Al Monitor by spswerling

2025-07-09 03:04:10 -04:00 · 2014-09-25 00:10:45 +05:30 · 2014-09-25 00:10:45 +05:30 · 2b23b0d342
commit 2b23b0d342
parent 5ed5dfeb02
1 changed files with 209 additions and 0 deletions
--- a/recipes/al_monitor.recipe
+++ b/recipes/al_monitor.recipe
@ -0,0 +1,209 @@
+#!/usr/bin/env  python
+# -*- coding: utf-8 -*-
+__license__   = 'GPL v3'
+__copyright__ = '2014, spswerling'
+'''
+http://www.al-monitor.com/
+'''
+import string, inspect, datetime, re
+from calibre.web.feeds.news import BasicNewsRecipe
+from calibre.ebooks.BeautifulSoup import BeautifulSoup
+
+class AlMonitor(BasicNewsRecipe):
+    title = u'Al Monitor'
+    __author__ = u'spswerling'
+    description = 'a The Pulse of the Middle East'
+    no_stylesheets = True
+    encoding = 'utf-8'
+    category = 'news'
+    language = 'en'
+    publication_type = 'newspaper'
+    cover_img_url = 'http://www.al-monitor.com/modules/almcontent/a-img/elements/logo.png'
+    masthead_url = cover_img_url
+    remove_empty_feeds = True
+
+    # on kindle, images can make things kind of fat. Slim them down.
+    recursions = 0
+    compress_news_images = True
+    compress_news_images_max_size = 7
+    scale_news_images = (150,200)  # (kindle touch: 600x800)

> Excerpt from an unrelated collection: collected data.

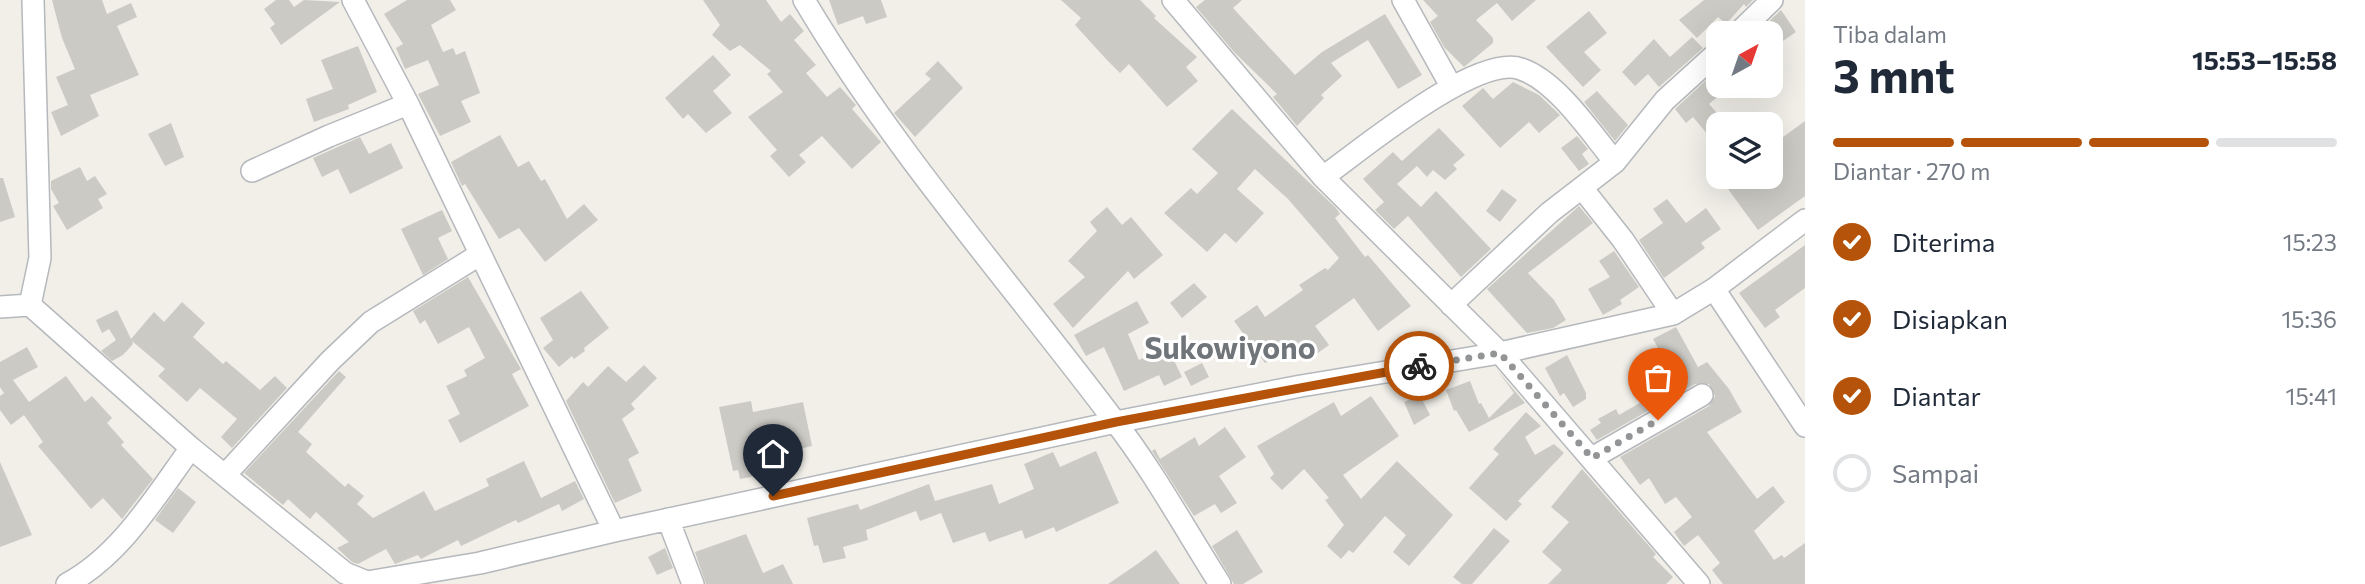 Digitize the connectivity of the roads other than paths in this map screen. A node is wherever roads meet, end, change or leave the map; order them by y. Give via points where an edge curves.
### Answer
1 (33, 0) edge
2 (353, 0) edge
3 (804, 0) edge
4 (1173, 0) edge
5 (1403, 0) edge
6 (1772, 0) edge
7 (1750, 21) edge
8 (1706, 63) edge
9 (1451, 86) junction
10 (408, 104) junction
11 (1615, 162) junction
12 (252, 171) dead end
13 (1322, 177) junction
14 (1582, 187) junction
15 (1805, 220) edge
16 (479, 255) junction
17 (1714, 289) junction
18 (30, 305) junction
19 (1451, 305) junction
20 (0, 307) edge
21 (1673, 314) junction
22 (1500, 353) junction
23 (1702, 395) dead end
24 (1116, 422) junction
25 (1805, 426) edge
26 (191, 448) junction
27 (1592, 458) junction
28 (225, 475) junction
29 (668, 519) junction
30 (614, 531) junction
31 (1686, 580) edge
32 (66, 584) edge
33 (694, 584) edge
34 (1220, 584) edge

1 - 18 street via 40,258
2 - 10 street
3 - 24 street via 937,193
4 - 13 street
5 - 9 street
6 - 7 street
8 - 11 street via 1665,100
9 - 11 street via 1493,69 1519,68 1549,85
9 - 13 street
10 - 12 street
10 - 16 street
11 - 14 street
13 - 19 street
14 - 19 street via 1530,229
14 - 21 street
15 - 17 street
16 - 28 street via 371,322
16 - 30 street
17 - 21 street
17 - 25 street
18 - 20 street
18 - 26 street
19 - 22 street
21 - 22 street
22 - 24 street
22 - 27 street
23 - 27 street
24 - 29 street
24 - 34 street
26 - 28 street
26 - 32 street via 132,528 90,572
27 - 31 street
28 - 30 street via 345,573 367,582 480,563
29 - 30 street
29 - 33 street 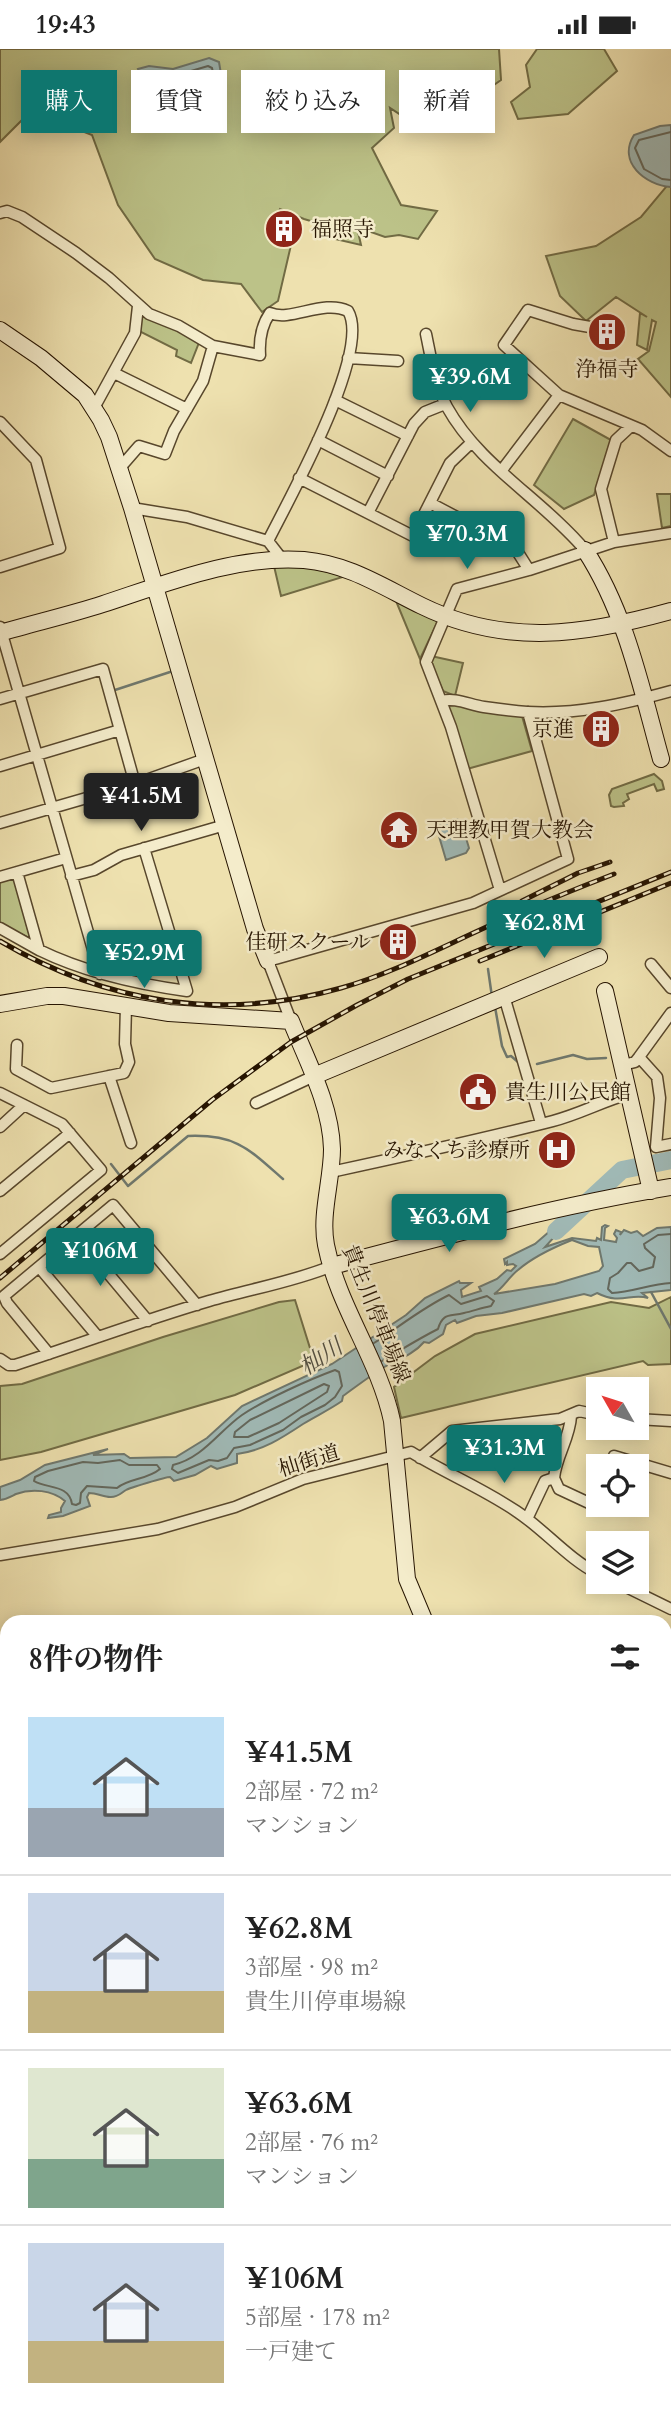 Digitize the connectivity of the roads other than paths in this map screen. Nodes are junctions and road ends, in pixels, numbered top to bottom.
1 (0, 213) edge
2 (138, 306) junction
3 (590, 327) dead end
4 (0, 330) edge
5 (426, 334) dead end
6 (213, 346) junction
7 (348, 358) junction
8 (398, 361) dead end
9 (114, 373) junction
10 (559, 395) junction
11 (335, 400) junction
12 (445, 404) junction
13 (94, 408) junction
14 (187, 409) junction
15 (0, 422) edge
16 (631, 426) junction
17 (408, 436) junction
18 (318, 440) junction
19 (472, 442) junction
20 (671, 451) edge
21 (119, 469) junction
22 (502, 470) junction
23 (388, 476) junction
24 (299, 478) junction
25 (430, 503) junction
26 (132, 508) junction
27 (368, 513) junction
28 (671, 533) edge
29 (268, 541) junction
30 (614, 542) junction
31 (585, 550) junction
32 (282, 559) junction
33 (0, 567) edge
34 (529, 570) junction
35 (155, 587) junction
36 (671, 611) edge
37 (445, 617) junction
38 (624, 624) junction
39 (1, 630) edge
40 (671, 691) edge
41 (19, 694) junction
42 (644, 698) junction
43 (0, 699) edge
44 (442, 701) junction
45 (527, 712) junction
46 (120, 730) junction
47 (35, 755) junction
48 (205, 759) junction
49 (661, 759) dead end
50 (0, 766) edge
51 (135, 784) junction
52 (52, 808) junction
53 (0, 823) edge
54 (225, 825) junction
55 (144, 848) junction
56 (65, 857) junction
57 (17, 872) junction
58 (0, 877) edge
59 (71, 877) junction
60 (500, 890) junction
61 (0, 928) edge
62 (39, 950) junction
63 (599, 957) dead end
64 (268, 961) junction
65 (651, 964) dead end
66 (100, 974) junction
67 (671, 988) edge
68 (605, 991) dead end
69 (504, 996) junction
70 (0, 1005) edge
71 (126, 1006) junction
72 (671, 1013) edge
73 (291, 1021) junction
74 (17, 1045) dead end
75 (639, 1058) junction
76 (623, 1065) junction
77 (110, 1076) junction
78 (314, 1076) junction
79 (0, 1094) edge
80 (629, 1094) junction
81 (666, 1098) edge
82 (256, 1103) dead end
83 (24, 1105) junction
84 (541, 1123) junction
85 (0, 1127) edge
86 (70, 1133) junction
87 (131, 1143) dead end
88 (671, 1144) edge
89 (331, 1172) junction
90 (671, 1187) edge
91 (0, 1191) edge
92 (651, 1191) junction
93 (76, 1235) junction
94 (0, 1254) edge
95 (39, 1267) junction
96 (334, 1271) junction
97 (197, 1305) junction
98 (148, 1321) junction
99 (98, 1337) junction
100 (49, 1354) junction
101 (0, 1359) edge
102 (586, 1412) edge
103 (571, 1416) junction
104 (649, 1420) edge
105 (671, 1421) edge
106 (395, 1456) junction
107 (420, 1458) junction
108 (649, 1466) edge
109 (671, 1473) edge
110 (554, 1478) junction
111 (586, 1502) edge
112 (527, 1519) junction
113 (0, 1555) edge
114 (586, 1566) edge
115 (640, 1594) edge
116 (671, 1609) edge
117 (422, 1615) edge

1 - 2 street
2 - 6 street
2 - 9 street
3 - 10 street
4 - 13 street
5 - 12 street
6 - 7 street
6 - 14 street
7 - 8 street
7 - 11 street
9 - 13 street
9 - 14 street
10 - 16 street
10 - 22 street
11 - 17 street
11 - 18 street
12 - 17 street
12 - 19 street
13 - 21 street
14 - 21 street
15 - 33 street
16 - 20 street
16 - 30 street
17 - 23 street
18 - 23 street
18 - 24 street
19 - 22 street
19 - 25 street
21 - 26 street
22 - 31 street
23 - 27 street
24 - 27 street
24 - 29 street
25 - 27 street
25 - 34 street
26 - 29 street
26 - 35 street
28 - 30 street
29 - 32 street
30 - 31 street
31 - 34 street
31 - 38 street
32 - 35 street
32 - 37 street
34 - 37 street
35 - 39 street
35 - 48 street
36 - 38 street
37 - 38 street
37 - 44 street
38 - 42 street
39 - 41 street
40 - 42 street
41 - 43 street
41 - 46 street
41 - 47 street
42 - 45 street
42 - 49 street
44 - 45 street
44 - 60 street
45 - 60 street
46 - 47 street
46 - 51 street
47 - 50 street
47 - 52 street
48 - 51 street
48 - 54 street
51 - 52 street
52 - 53 street
52 - 56 street
54 - 55 street
54 - 64 street
55 - 59 street
55 - 66 street
56 - 57 street
56 - 59 street
57 - 58 street
57 - 62 street
59 - 66 street
60 - 64 street
61 - 62 street
62 - 66 street
63 - 69 street
64 - 73 street
65 - 67 street
68 - 76 street
69 - 78 street
69 - 84 street
70 - 71 street
71 - 73 street
71 - 77 street
72 - 75 street
73 - 78 street, 貴生川停車場線
74 - 77 street
75 - 76 street
75 - 81 street
76 - 80 street
77 - 87 street
78 - 82 street
78 - 89 street, 貴生川停車場線
79 - 83 street
80 - 84 street
80 - 92 street
81 - 88 street
83 - 85 street
83 - 86 street
84 - 89 street
86 - 91 street
86 - 94 street
89 - 96 street, 貴生川停車場線
90 - 92 street
92 - 96 street
93 - 95 street
93 - 97 street
93 - 98 street
95 - 99 street
95 - 100 street
96 - 97 street
96 - 106 street, 貴生川停車場線
97 - 98 street
98 - 99 street
99 - 100 street
100 - 101 street
102 - 103 street
103 - 107 street
103 - 110 street
104 - 105 street
106 - 107 street, 杣街道
106 - 113 street, 杣街道
106 - 117 street, 貴生川停車場線
107 - 112 street, 杣街道
108 - 109 street
110 - 111 street
110 - 112 street
112 - 114 street, 杣街道
115 - 116 street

+    useHighResImages = False
+    oldest_article = 1.5
+    max_articles_per_section = 15
+
+    sections = [
+                  (u'egypt',u'http://www.al-monitor.com/pulse/egypt-pulse'),
+                  (u'gulf',u'http://www.al-monitor.com/pulse/gulf-pulse'),
+                  (u'iran',u'http://www.al-monitor.com/pulse/iran-pulse'),
+                  (u'iraq',u'http://www.al-monitor.com/pulse/iraq-pulse'),
+                  (u'israel',u'http://www.al-monitor.com/pulse/israel-pulse'),
+                  (u'lebanon',u'http://www.al-monitor.com/pulse/lebanon-pulse'),
+                  (u'palistine',u'http://www.al-monitor.com/pulse/palistine-pulse'),
+                  (u'syria',u'http://www.al-monitor.com/pulse/syria-pulse'),
+                  (u'turkey',u'http://www.al-monitor.com/pulse/turkey-pulse'),
+               ]
+
+    # util for creating remove_tags and keep_tags style regex matchers
+    def tag_matcher(elt, attr, rgx_str):
+        return dict(name=elt, attrs={attr:re.compile(rgx_str, re.IGNORECASE)})
+
+    remove_tags = [
+        dict(attrs={'id':[
+                          'header',
+                          'pulsebanner',
+                          'relatedarticles',
+                          'sidecolumn',
+                          'disqus',
+                          'footer',
+                          'footer2',
+                          'footer3',
+                          'mobile-extras',
+                        ]}),
+        tag_matcher('hr', 'id', 'spacer'),
+        tag_matcher('a', 'title', 'print this article'),
+        tag_matcher('div', 'class', 'extras'),
+        tag_matcher('div', 'class', '^clear$'),
+        tag_matcher('div', 'class', '^overlay$'),
+        tag_matcher('div', 'class', 'shareTag'),
+    ]
+
+    articles = {}
+    urls_done = []
+
+    def parse_index(self):
+        for section in self.sections:
+            self.parse_section(section[0], section[1])
+        ans = []
+        for k in self.articles:
+            ans.append((string.capwords(k), self.articles[k]))
+        return ans
+
+    def parse_section(self, section, url):
+
+        self.articles[section] = []
+
+        try:
+            self._p('process section  ' + section + ', url: ' + url)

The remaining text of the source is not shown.